* [TASK ITEM]
Tell me how many lines in the entries below contain the word "north"; reply with the number and nothing else.
▼
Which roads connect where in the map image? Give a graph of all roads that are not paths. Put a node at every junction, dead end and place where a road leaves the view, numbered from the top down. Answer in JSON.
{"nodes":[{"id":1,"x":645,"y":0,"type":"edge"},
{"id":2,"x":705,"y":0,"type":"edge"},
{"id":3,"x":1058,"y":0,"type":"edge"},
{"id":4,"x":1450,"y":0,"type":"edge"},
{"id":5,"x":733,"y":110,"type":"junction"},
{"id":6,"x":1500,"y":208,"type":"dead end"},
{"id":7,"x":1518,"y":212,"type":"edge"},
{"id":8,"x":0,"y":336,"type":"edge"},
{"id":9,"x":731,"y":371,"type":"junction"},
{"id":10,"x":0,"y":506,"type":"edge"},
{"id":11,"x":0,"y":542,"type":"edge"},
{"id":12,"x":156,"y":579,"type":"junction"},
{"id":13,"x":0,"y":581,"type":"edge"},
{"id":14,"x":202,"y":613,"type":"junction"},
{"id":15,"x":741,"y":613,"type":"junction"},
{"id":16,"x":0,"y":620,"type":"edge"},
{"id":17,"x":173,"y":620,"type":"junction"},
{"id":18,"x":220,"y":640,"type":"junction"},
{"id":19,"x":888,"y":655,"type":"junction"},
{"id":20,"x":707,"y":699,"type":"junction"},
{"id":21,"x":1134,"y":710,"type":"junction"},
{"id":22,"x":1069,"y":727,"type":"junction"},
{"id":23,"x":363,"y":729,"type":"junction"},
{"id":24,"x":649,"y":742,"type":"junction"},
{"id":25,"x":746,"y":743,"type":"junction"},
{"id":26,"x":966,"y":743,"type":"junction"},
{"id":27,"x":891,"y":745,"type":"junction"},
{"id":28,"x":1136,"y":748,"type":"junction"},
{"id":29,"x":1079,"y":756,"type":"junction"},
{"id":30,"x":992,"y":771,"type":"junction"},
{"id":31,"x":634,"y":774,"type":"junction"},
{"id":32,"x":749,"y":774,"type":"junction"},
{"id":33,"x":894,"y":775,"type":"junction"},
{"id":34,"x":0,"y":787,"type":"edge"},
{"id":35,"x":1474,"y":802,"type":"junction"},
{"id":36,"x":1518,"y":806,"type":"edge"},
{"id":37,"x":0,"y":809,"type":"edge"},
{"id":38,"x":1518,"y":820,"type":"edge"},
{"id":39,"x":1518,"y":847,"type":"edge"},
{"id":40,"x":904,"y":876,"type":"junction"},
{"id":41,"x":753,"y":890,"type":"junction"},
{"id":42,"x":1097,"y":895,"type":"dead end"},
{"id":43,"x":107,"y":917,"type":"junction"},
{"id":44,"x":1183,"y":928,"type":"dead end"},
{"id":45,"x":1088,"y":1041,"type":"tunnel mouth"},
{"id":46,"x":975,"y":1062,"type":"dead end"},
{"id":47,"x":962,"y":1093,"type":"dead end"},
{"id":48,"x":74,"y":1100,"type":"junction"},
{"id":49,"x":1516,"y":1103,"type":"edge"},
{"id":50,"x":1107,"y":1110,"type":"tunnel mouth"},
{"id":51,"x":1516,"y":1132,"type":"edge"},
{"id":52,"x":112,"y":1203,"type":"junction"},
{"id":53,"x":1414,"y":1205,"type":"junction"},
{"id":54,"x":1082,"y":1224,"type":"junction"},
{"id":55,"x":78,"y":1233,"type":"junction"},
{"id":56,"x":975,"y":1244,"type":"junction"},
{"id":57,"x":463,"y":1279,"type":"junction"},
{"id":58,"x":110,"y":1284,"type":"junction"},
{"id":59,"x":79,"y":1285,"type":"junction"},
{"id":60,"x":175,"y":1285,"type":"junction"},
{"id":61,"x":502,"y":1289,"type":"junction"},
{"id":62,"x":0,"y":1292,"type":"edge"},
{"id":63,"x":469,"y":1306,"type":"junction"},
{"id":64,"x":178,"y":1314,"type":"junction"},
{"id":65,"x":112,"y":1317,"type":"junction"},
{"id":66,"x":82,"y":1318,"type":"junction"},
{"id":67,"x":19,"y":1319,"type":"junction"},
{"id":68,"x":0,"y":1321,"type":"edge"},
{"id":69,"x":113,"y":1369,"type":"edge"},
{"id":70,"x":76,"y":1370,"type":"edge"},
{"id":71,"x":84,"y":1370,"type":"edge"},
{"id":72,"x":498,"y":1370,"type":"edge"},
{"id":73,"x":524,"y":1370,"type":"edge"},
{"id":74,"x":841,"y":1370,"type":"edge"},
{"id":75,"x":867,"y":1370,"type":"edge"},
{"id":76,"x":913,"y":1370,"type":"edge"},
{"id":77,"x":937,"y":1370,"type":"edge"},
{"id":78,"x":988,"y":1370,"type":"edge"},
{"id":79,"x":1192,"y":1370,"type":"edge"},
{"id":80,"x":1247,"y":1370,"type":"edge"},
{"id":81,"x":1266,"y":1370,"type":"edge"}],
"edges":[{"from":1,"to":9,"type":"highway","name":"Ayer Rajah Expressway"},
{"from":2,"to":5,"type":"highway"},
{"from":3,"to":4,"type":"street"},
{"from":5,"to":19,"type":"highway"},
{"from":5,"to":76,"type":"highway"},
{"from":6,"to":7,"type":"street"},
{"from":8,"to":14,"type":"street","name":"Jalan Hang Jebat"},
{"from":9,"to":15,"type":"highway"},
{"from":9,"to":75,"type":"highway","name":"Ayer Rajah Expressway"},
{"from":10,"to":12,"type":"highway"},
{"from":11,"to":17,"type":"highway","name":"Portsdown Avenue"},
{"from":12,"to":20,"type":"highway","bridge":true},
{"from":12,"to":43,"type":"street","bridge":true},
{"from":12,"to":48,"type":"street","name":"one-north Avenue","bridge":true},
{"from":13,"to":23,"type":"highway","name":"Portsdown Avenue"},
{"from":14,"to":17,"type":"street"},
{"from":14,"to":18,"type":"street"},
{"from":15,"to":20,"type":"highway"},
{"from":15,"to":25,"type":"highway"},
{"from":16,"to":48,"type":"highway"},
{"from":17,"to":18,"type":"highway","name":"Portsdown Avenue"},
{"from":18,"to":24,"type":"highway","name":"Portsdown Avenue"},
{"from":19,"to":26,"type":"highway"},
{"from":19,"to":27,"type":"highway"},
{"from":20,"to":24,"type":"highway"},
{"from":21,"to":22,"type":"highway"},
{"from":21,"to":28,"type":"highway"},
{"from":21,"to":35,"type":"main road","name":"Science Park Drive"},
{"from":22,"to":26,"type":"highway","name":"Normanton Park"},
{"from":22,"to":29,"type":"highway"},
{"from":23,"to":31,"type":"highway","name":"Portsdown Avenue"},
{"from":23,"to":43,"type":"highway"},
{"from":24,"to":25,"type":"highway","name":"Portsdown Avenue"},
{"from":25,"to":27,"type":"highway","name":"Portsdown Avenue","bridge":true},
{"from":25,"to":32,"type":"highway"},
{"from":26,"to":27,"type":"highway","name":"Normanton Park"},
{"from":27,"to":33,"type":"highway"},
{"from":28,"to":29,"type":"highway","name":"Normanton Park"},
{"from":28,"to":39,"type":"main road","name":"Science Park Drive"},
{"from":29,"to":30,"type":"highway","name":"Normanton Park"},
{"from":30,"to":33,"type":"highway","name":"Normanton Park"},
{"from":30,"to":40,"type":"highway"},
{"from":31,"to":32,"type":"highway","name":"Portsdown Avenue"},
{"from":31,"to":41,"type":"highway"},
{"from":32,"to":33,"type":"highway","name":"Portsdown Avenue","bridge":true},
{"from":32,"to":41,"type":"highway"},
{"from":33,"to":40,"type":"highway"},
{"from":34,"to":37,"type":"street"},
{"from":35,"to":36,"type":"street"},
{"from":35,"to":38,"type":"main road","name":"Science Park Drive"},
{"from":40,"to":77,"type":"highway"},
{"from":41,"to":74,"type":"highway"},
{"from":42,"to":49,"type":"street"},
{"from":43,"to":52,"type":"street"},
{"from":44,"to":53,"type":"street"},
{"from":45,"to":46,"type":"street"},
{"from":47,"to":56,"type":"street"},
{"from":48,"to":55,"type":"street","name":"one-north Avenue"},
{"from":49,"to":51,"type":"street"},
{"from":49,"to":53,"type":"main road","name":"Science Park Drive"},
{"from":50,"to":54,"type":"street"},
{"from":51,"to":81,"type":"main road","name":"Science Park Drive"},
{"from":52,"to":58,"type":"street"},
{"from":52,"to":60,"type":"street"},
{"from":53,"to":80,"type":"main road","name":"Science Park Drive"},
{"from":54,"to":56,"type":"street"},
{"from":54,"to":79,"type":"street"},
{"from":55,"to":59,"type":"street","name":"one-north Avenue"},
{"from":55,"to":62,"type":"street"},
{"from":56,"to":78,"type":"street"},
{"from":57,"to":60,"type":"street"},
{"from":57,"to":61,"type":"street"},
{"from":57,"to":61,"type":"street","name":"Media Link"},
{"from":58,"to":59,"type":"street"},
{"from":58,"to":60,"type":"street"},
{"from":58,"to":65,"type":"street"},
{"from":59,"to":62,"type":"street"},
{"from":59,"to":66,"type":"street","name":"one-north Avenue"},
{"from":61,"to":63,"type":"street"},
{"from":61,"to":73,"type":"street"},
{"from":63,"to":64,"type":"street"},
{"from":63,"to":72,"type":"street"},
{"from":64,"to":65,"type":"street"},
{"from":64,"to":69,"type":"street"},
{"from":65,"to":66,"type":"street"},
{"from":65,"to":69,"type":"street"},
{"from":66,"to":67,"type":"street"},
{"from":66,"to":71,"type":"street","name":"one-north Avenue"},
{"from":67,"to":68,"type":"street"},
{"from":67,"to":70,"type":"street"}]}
▲
* [WRITTEN SOLUTION]
5